Panel Discussion Modest Homes

Benjamin Hirte © Benjamin Hirte

Wed, 01/17/2024

6:30 PM - 8:00 PM

Goethe-Institut New York

A conversation between Jody Graf, Benjamin Hirte, and Pujan Karambeigi

On the occasion of the publication of Benjamin Hirte’s first monograph Modest Homes (Mousse, 2023), the Goethe-Institut New York is pleased to present a panel discussion exploring the complex relationship between artists, architecture, and public spaces.

The artist Benjamin Hirte will be in conversation with curator Jody Graf and art historian Pujan Karambeigi discussing key episodes such as modernist housing developments in the 1920s which sought to reimagine living spaces for the masses, urban interventions and guerrilla art actions in the 1960s-70s that challenged rules of public property, and the recent resurgence of iconoclasm that questions national symbols and histories displayed in municipal areas.

Through these examples the panelists examine the evolving and often contradictory roles artists have taken on as they engage with public spaces: as engineers and architects designing new models of habitation, reimagining the aesthetics of urban environments, as poets and writers articulating new visions for the city, as enlighteners seeking to educate and protest social issues through public art, and as activists directly intervening in spaces to claim them for communities.

The discussion will explore the scope and impact of these different artistic approaches, asking how and why one approach may be adopted over others for certain contexts and goals. It will also consider the challenges and opportunities artists currently face in utilizing or disrupting public spaces, and their capacity to meaningfully impact conflicts over how such spaces are defined and used.

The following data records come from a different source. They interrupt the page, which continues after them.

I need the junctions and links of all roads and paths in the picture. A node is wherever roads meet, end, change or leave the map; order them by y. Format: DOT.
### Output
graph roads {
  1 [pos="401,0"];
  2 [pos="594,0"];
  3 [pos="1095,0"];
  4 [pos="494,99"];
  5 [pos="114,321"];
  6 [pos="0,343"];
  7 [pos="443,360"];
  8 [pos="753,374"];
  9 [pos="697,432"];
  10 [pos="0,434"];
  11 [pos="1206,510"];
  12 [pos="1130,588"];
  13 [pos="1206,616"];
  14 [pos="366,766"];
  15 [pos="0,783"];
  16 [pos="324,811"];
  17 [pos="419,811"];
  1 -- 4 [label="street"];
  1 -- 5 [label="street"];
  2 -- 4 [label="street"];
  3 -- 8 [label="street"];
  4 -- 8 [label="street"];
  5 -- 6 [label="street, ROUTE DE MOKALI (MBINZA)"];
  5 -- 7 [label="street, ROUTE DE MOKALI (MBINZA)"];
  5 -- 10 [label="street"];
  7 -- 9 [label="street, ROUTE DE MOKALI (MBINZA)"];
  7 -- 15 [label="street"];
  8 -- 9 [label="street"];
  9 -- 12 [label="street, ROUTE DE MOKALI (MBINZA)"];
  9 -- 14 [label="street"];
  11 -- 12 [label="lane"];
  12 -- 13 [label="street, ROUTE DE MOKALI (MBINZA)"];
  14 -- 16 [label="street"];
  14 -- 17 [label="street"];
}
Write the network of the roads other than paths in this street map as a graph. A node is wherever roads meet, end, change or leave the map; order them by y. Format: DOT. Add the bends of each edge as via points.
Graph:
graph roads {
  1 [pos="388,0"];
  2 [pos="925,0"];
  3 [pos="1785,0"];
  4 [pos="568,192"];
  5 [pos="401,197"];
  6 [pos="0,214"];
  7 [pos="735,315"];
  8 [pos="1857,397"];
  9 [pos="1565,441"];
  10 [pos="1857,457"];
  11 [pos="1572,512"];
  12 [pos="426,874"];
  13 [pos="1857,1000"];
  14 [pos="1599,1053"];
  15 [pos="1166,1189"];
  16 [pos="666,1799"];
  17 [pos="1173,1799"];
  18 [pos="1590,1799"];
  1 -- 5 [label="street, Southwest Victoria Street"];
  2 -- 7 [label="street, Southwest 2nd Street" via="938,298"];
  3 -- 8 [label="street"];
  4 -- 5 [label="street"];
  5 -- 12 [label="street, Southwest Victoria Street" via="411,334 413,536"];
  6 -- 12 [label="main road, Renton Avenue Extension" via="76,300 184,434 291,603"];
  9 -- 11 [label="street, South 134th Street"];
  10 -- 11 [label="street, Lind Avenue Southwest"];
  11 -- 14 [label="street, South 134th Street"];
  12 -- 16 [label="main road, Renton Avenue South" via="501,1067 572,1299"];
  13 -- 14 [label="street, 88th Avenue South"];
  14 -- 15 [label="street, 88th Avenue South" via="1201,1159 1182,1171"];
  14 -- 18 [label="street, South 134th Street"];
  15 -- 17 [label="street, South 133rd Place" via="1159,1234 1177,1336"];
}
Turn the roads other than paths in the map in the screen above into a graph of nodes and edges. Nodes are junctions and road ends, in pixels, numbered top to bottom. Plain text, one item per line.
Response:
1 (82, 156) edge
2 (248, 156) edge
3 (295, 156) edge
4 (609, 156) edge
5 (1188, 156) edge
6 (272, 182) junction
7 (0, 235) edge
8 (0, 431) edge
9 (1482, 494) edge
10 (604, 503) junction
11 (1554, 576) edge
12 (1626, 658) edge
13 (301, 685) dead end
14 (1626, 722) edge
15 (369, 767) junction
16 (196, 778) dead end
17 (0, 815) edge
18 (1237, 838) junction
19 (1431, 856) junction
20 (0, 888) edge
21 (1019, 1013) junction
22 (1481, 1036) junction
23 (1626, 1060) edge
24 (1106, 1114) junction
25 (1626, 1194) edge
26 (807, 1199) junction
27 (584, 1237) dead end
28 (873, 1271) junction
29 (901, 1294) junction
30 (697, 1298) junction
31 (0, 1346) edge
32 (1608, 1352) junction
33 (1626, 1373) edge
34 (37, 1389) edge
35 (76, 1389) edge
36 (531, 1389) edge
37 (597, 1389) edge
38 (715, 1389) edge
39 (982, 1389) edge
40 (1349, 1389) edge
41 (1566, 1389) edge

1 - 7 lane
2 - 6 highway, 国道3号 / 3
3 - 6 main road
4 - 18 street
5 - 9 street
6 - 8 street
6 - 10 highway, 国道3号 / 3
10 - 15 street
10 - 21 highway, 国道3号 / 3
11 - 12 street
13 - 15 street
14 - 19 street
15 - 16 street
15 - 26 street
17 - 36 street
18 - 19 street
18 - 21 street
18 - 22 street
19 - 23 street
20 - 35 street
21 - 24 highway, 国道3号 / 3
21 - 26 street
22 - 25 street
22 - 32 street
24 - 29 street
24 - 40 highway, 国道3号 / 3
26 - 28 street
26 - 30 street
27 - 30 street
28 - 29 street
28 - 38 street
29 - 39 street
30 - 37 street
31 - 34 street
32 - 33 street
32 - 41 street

Jody Graf is an Assistant Curator at MoMA PS1, where she recently organized the exhibitions Iiu Susiraja: A style called a dead fish (2023) and Life Between Buildings (2022). She has been part of the curatorial team for exhibitions including Greater New York (2021); Niki de Saint Phalle: Structures for Life (2021); Marking Time: Art in the Age of Mass Incarceration (2020); Theater of Operations: The Gulf Wars 1991-2011 (2019); and Sue Coe: Graphic Resistance (2018), among others. She additionally curated the 2021 Parsons MFA Thesis show, and has worked as an independent curator on numerous projects. Her writing has been featured in publications including Texte Zur Kunst, Frieze, Mousse, CURA, and The Exhibitionist. She received her BA from the Gallatin School of Individualized Study at NYU, and her MA from the Center for Curatorial Studies, Bard College. 

Pujan Karambeigi’s research focuses on the role of painting in the reforming of late colonial and early postcolonial art education policies. His research has been supported by the DAAD and the German National Merit Foundation. He was the Frieda B. and Milton F. Rosenthal Art History Fellow 2022/23 as well as the 2018/2019 Miriam & Ira D. Wallach Curatorial Fellow. He is an editorial contributor at Jacobin Magazine and his writing has been published by ARTMargins, Art in America, Artforum, Texte zur Kunst, Mousse Magazine, and Frieze, among others. Most recently, he co-curated the exhibition Revisiting the Potosí Principle: Histories of Art and Extraction at the Institute for Studies on Latin American Art (ISLAA).

Benjamin Hirte works in the fields of sculpture, text and organizes exhibitions. Hirte's work often addresses aspects of utility in public sculpture and design to explore semiotics within cultural history and the construction of public and private space. He has had solo and two person exhibitions at the MAK Center, Los Angeles; Layr, Vienna; Christian Andersen, Copenhagen; MMK - Museum of Modern Art, Frankfurt; Museo Canonica, Rome; MAK - Museum of Applied Arts, Vienna. Hirte’s work has been included in group exhibitions at the Swiss Institute, New York; Leopold Museum, Vienna; KUB - Kunsthaus Bregenz; 21er Haus, Vienna and Kölnischer Kunstverein, Cologne.